** Given data follows **
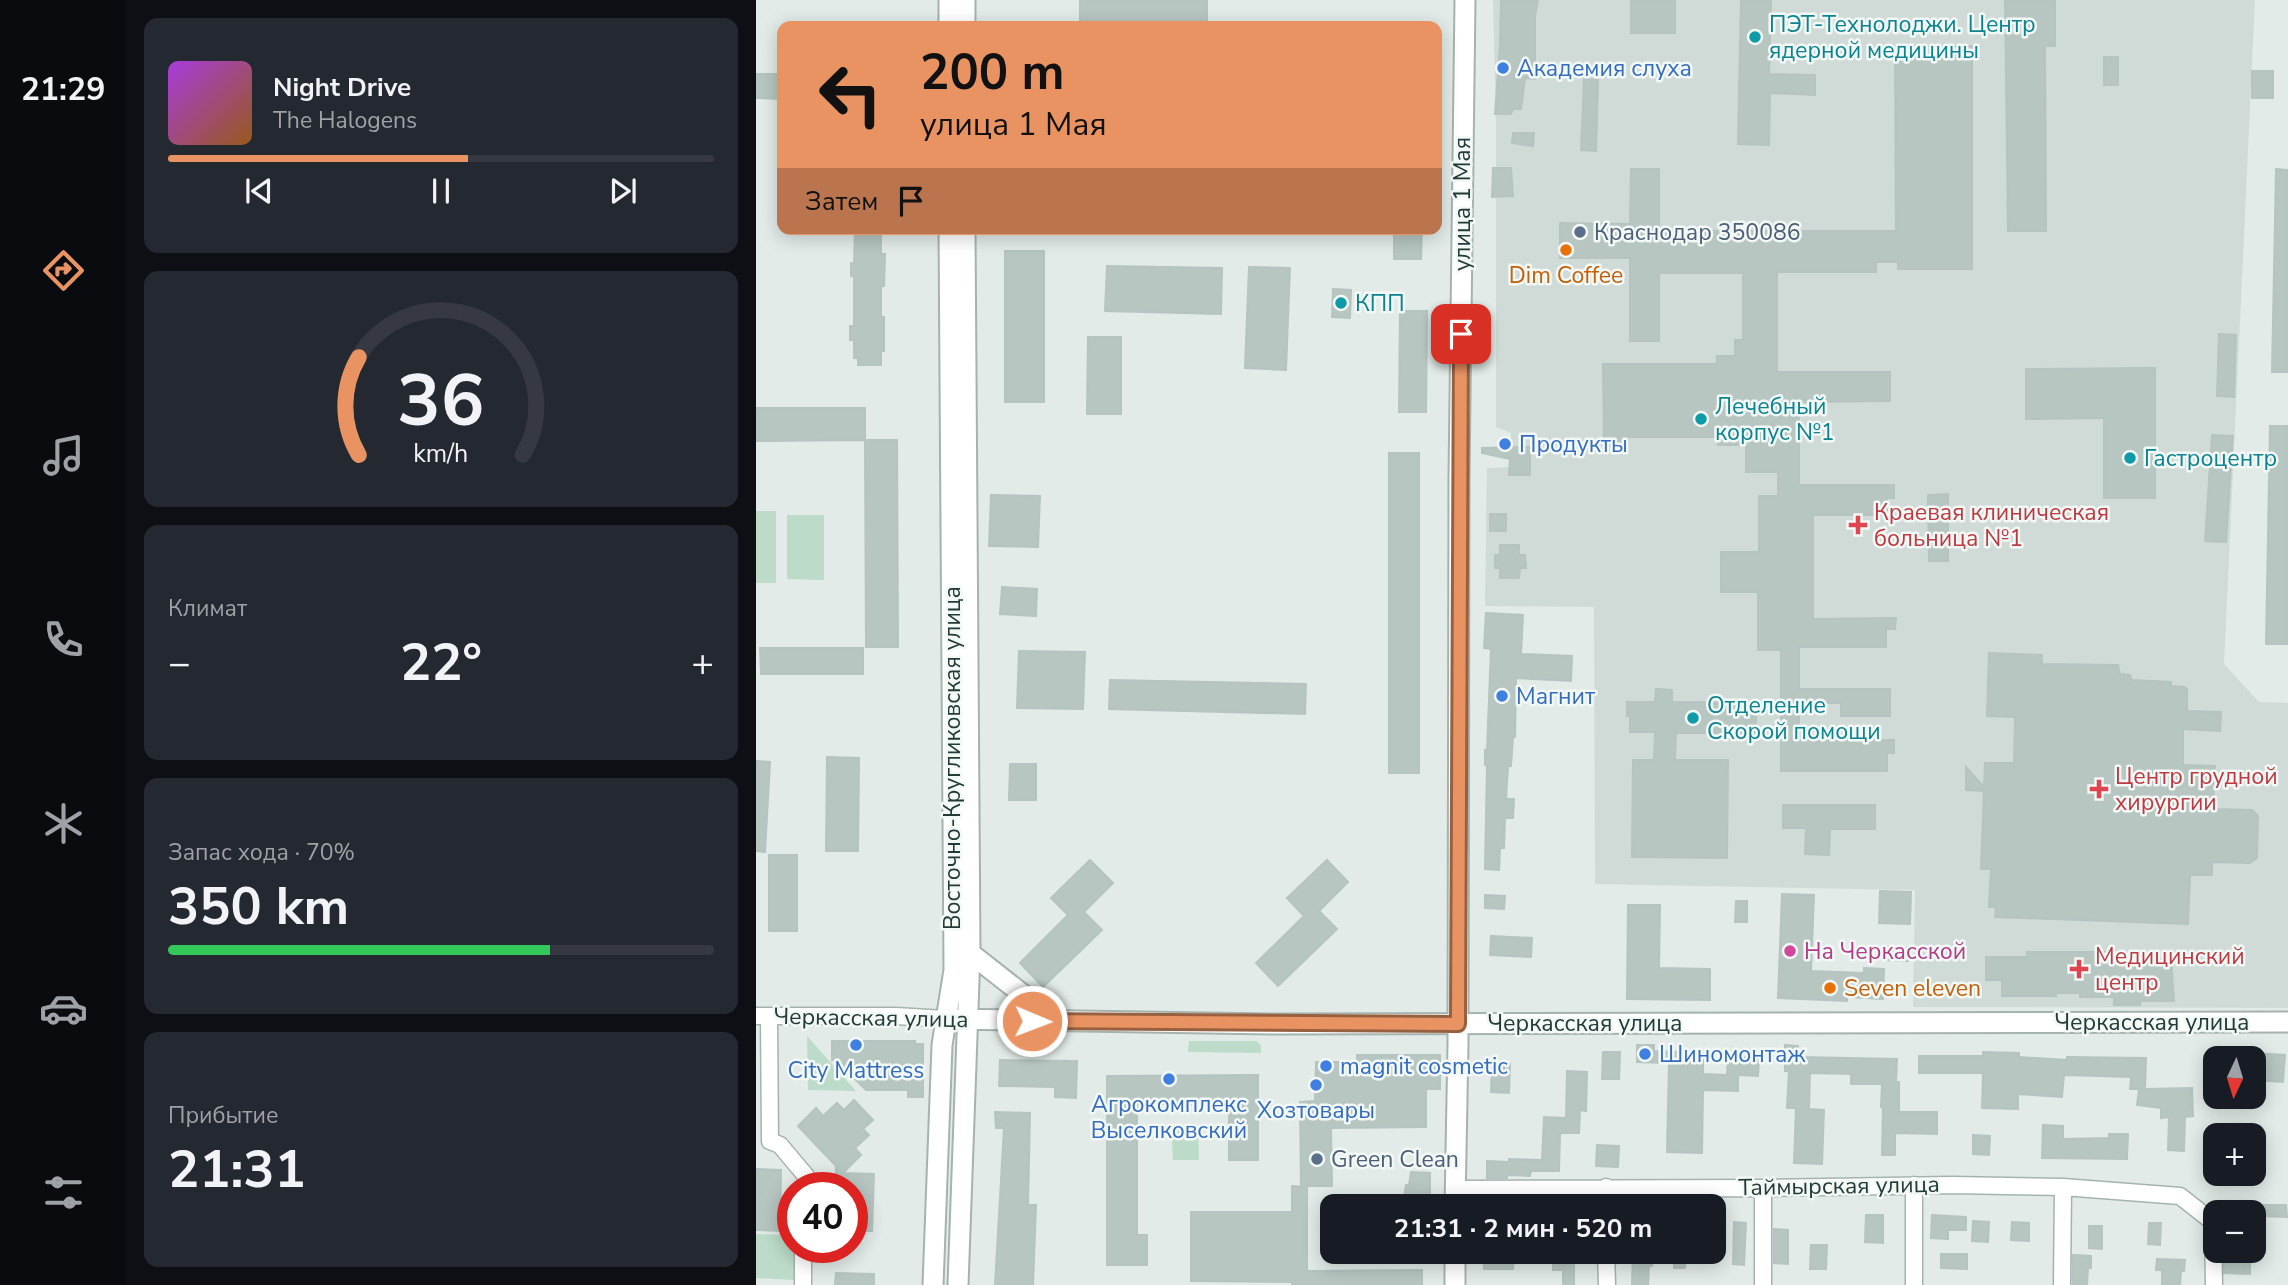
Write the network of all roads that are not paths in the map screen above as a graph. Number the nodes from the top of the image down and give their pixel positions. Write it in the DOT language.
graph roads {
  1 [pos="949,0"];
  2 [pos="965,0"];
  3 [pos="1465,0"];
  4 [pos="949,21"];
  5 [pos="965,21"];
  6 [pos="949,235"];
  7 [pos="965,235"];
  8 [pos="970,953"];
  9 [pos="762,1016"];
  10 [pos="945,1019"];
  11 [pos="967,1020"];
  12 [pos="1051,1022"];
  13 [pos="2288,1022"];
  14 [pos="1458,1024"];
  15 [pos="803,1172"];
  16 [pos="1914,1185"];
  17 [pos="1606,1187"];
  18 [pos="2063,1187"];
  19 [pos="1763,1188"];
  20 [pos="1455,1194"];
  21 [pos="1500,1194"];
  22 [pos="1606,1194"];
  23 [pos="803,1263"];
  24 [pos="1455,1264"];
  25 [pos="1606,1264"];
  26 [pos="803,1285"];
  27 [pos="933,1285"];
  28 [pos="958,1285"];
  29 [pos="1455,1285"];
  30 [pos="1607,1285"];
  31 [pos="1763,1285"];
  32 [pos="1914,1285"];
  33 [pos="2062,1285"];
  34 [pos="2214,1285"];
  1 -- 4 [label="street"];
  2 -- 5 [label="street"];
  3 -- 14 [label="street, улица 1 Мая"];
  6 -- 10 [label="street, Восточно-Кругликовская улица"];
  7 -- 8 [label="street, Восточно-Кругликовская улица"];
  8 -- 11 [label="street, Восточно-Кругликовская улица"];
  8 -- 12 [label="street"];
  9 -- 10 [label="street, Черкасская улица"];
  9 -- 15 [label="street"];
  10 -- 11 [label="street, Черкасская улица"];
  10 -- 27 [label="street, Восточно-Кругликовская улица"];
  11 -- 12 [label="street, Черкасская улица"];
  11 -- 28 [label="street, Восточно-Кругликовская улица"];
  12 -- 14 [label="street, Черкасская улица"];
  13 -- 14 [label="street, Черкасская улица"];
  14 -- 20 [label="street, улица 1 Мая"];
  16 -- 18 [label="street, Таймырская улица"];
  16 -- 19 [label="street, Таймырская улица"];
  16 -- 32 [label="street"];
  17 -- 19 [label="street, Таймырская улица"];
  17 -- 21 [label="street, Таймырская улица"];
  17 -- 22 [label="street"];
  18 -- 33 [label="street"];
  18 -- 34 [label="street, Таймырская улица"];
  19 -- 31 [label="street"];
  23 -- 26 [label="street"];
  24 -- 29 [label="street"];
  25 -- 30 [label="street"];
}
** End of Given data **
Instructions to follow:
Your answer must be an exact copy of the records above, with no pictures included.

Finished task:
Write the network of all roads that are not paths in the map screen above as a graph. Number the nodes from the top of the image down and give their pixel positions. Write it in the DOT language.
graph roads {
  1 [pos="949,0"];
  2 [pos="965,0"];
  3 [pos="1465,0"];
  4 [pos="949,21"];
  5 [pos="965,21"];
  6 [pos="949,235"];
  7 [pos="965,235"];
  8 [pos="970,953"];
  9 [pos="762,1016"];
  10 [pos="945,1019"];
  11 [pos="967,1020"];
  12 [pos="1051,1022"];
  13 [pos="2288,1022"];
  14 [pos="1458,1024"];
  15 [pos="803,1172"];
  16 [pos="1914,1185"];
  17 [pos="1606,1187"];
  18 [pos="2063,1187"];
  19 [pos="1763,1188"];
  20 [pos="1455,1194"];
  21 [pos="1500,1194"];
  22 [pos="1606,1194"];
  23 [pos="803,1263"];
  24 [pos="1455,1264"];
  25 [pos="1606,1264"];
  26 [pos="803,1285"];
  27 [pos="933,1285"];
  28 [pos="958,1285"];
  29 [pos="1455,1285"];
  30 [pos="1607,1285"];
  31 [pos="1763,1285"];
  32 [pos="1914,1285"];
  33 [pos="2062,1285"];
  34 [pos="2214,1285"];
  1 -- 4 [label="street"];
  2 -- 5 [label="street"];
  3 -- 14 [label="street, улица 1 Мая"];
  6 -- 10 [label="street, Восточно-Кругликовская улица"];
  7 -- 8 [label="street, Восточно-Кругликовская улица"];
  8 -- 11 [label="street, Восточно-Кругликовская улица"];
  8 -- 12 [label="street"];
  9 -- 10 [label="street, Черкасская улица"];
  9 -- 15 [label="street"];
  10 -- 11 [label="street, Черкасская улица"];
  10 -- 27 [label="street, Восточно-Кругликовская улица"];
  11 -- 12 [label="street, Черкасская улица"];
  11 -- 28 [label="street, Восточно-Кругликовская улица"];
  12 -- 14 [label="street, Черкасская улица"];
  13 -- 14 [label="street, Черкасская улица"];
  14 -- 20 [label="street, улица 1 Мая"];
  16 -- 18 [label="street, Таймырская улица"];
  16 -- 19 [label="street, Таймырская улица"];
  16 -- 32 [label="street"];
  17 -- 19 [label="street, Таймырская улица"];
  17 -- 21 [label="street, Таймырская улица"];
  17 -- 22 [label="street"];
  18 -- 33 [label="street"];
  18 -- 34 [label="street, Таймырская улица"];
  19 -- 31 [label="street"];
  23 -- 26 [label="street"];
  24 -- 29 [label="street"];
  25 -- 30 [label="street"];
}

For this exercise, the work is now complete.